В СССР капиталистическое общество всегда определялось как классовое и антагонистическое. После перестройки, напротив, возобладало представление, что на Западе доминирует и благоденствует обширный средний класс, которому нисколько не мешает жить крупный капитал. А раз у нас теперь нечто вроде капитализма, называемое рыночной экономикой, значит, у нас должно быть так же, как на Западе. По крайней мере, к этому надо стремиться.

— В 1989 году кто берет власть? — задается вопросом макросоциолог, профессор Северо-западного университета в Чикаго Дерлугьян. — Массовая интеллигенция, которая является продуктом советской индустриализации. Та, что водила детей на музыку и «поступала» их в вузы, слушала Окуджаву, Высоцкого, читала толстые журналы и «Огонек».

По аналогии можно сказать, что это светский «средний класс». Он-то как раз и потерял в доходах и социальном статусе в результате реформ, но зато появился класс менеджеров и клерков, работников чистых офисов, а не грязных заводов, которые снова всерьез воспринимают свое сходство с западным «средним классом» и требуют того же уровня потребления и свобод.

— Маркс действительно не предусмотрел, что рабочие станут огромным образованным средним классом, потому что возникнут огромные корпорации и госучреждения, которым нужны менеджеры и клерки, — считает Георгий Дерлугьян. — Но вот теперь компьютеры стали вытеснять и эти рабочие места. Выдающийся социолог Рэндалл Коллинз задался вопросом, что будет со всеми этими высвобождаемыми людьми. Это не только проблема того, как им распорядиться своим временем и вообще как прожить, но это еще и огромная проблема для капитализма в целом, чисто рыночная — проблема платежеспособного спроса. Откуда они будут брать зарплату? Оптимисты говорят, что изобретательность капитализма бесконечна, и будет айфон-20, но проблема в том, где взять деньги на этот айфон, из какой зарплаты? Может быть, не из зарплаты. Может быть, все станут рыночными спекулянтами. — Коллинз, — отмечает Дерлугьян, — всерьез рассматривает такую возможность: может быть, 80% людей станут инвестиционными капиталистами. Но это вряд ли. Финансовый капитализм — это власть, а всякая власть — привилегия меньшинства.

Есть

— Сегодня, — считает Дерлугьян, — у нас типичная классовая структура полупериферийной экспортозависимой страны, не напоминающая ни дореволюционный период, ни классовую структуру индустриальных стран середины прошлого века или тем более современных развитых стран.

Перераспределение идет через государство, главным каркасом, «арматурой» правящего класса является государство. Есть разные подклассы бюджетников. То есть мы больше распределяем, чем производим.
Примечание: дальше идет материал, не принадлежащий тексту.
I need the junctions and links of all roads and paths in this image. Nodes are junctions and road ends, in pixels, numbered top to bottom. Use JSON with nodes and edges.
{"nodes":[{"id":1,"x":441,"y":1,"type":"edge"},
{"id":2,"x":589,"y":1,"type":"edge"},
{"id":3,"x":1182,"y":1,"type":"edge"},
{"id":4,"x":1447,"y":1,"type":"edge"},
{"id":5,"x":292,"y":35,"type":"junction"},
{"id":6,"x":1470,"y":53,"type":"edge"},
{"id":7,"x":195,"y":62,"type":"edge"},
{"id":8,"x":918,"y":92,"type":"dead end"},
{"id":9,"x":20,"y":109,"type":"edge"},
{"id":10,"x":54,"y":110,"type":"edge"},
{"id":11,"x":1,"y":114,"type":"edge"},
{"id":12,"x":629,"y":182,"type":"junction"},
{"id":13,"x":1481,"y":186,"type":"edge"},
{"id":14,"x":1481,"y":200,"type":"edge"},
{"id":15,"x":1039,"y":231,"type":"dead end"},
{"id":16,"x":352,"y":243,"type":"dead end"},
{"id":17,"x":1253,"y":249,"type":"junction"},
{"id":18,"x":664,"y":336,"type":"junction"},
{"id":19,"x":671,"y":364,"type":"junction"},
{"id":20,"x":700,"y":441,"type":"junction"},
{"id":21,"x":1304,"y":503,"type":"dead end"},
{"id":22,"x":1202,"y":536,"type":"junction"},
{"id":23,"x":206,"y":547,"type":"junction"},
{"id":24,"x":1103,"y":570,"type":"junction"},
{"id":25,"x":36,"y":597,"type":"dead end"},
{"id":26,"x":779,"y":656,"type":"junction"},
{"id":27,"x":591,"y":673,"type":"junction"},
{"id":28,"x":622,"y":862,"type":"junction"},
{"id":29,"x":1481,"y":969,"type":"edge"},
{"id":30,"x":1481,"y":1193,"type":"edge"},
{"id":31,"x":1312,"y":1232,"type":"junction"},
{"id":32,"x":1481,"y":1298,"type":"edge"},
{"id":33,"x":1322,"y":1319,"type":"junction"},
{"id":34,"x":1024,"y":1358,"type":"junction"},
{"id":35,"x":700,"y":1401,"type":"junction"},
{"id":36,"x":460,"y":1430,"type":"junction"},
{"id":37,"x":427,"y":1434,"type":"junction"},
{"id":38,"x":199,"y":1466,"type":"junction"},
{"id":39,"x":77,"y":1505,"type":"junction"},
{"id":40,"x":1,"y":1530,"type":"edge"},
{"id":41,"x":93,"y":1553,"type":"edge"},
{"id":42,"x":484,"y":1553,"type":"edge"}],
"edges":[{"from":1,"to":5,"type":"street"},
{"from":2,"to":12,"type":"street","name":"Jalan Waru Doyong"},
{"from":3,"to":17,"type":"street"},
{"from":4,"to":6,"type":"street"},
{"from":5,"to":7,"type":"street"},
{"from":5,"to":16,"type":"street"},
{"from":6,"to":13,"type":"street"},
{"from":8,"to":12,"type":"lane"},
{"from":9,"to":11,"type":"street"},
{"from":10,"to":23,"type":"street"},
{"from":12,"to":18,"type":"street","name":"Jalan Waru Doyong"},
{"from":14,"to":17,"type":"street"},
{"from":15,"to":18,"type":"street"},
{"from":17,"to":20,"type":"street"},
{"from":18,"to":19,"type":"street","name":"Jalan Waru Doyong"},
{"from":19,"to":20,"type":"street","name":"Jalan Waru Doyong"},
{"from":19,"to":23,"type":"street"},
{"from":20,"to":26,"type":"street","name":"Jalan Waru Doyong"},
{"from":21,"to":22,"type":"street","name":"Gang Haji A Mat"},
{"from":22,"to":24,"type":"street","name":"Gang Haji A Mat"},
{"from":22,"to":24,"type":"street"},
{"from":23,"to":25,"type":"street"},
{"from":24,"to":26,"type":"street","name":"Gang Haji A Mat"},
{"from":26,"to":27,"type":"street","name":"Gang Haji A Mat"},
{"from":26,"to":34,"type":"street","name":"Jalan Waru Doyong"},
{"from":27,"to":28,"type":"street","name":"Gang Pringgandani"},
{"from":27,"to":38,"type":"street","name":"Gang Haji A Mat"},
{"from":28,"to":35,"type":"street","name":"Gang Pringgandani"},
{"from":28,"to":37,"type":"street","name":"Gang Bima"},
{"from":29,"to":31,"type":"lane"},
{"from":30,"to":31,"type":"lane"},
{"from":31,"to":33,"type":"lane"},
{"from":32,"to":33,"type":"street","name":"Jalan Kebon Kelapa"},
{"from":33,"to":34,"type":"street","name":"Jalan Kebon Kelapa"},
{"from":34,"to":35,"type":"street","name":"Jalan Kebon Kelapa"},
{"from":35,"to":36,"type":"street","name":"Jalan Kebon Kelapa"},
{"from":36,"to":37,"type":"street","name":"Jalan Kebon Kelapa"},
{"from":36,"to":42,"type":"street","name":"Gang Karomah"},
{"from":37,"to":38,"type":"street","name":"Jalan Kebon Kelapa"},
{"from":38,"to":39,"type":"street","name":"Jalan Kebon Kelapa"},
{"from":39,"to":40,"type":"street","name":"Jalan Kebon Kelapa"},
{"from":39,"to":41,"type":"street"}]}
Но при этом средств не хватает для уровня жизни среднего класса в развитых странах.

При этом, по данным профессора Высшей школы экономики Руслана Хестанова, у этого класса, который теперь называют еще прекариатом, очень диверсифицированная деятельность: человек может иметь место и на одном базаре, и на другом, а потом открыть турагентство. Задача субпролетариата, его мечта — стать настоящим пролетариатом или настоящей мелкой буржуазией. То есть либо заняться производительным делом, либо открыть дело. О рабочем классе сегодня говорить можно, но очень трудно: он не организован, да и довольно-таки малочислен. По подсчетам Руслана Хестанова, город, где живут 300 тысяч жителей, даст нам не более шести тысяч человек рабочего класса, пятидесятитысячник — от одной до четырех тысяч.При этом пролетариат в мире есть. Просто он распределен неравномерно по карте мира — прежде всего в Китае, странах Юго-Восточной Азии, на «развивающейся» периферии. Экономист Виталий Найшуль уподобляет глобальный мир единому заводу: есть страна, в которой сосредоточено «заводоуправление» (США) и часть инженерного и творческого состава, есть страны инженеров и высококвалифицированных рабочих (Западная Европа, Япония), есть страны-рабочие (Китай), есть страны-поставщики ресурсов (Саудовская Аравия, Россия), есть страны-безработные, изгои (КНДР, бедная Африка).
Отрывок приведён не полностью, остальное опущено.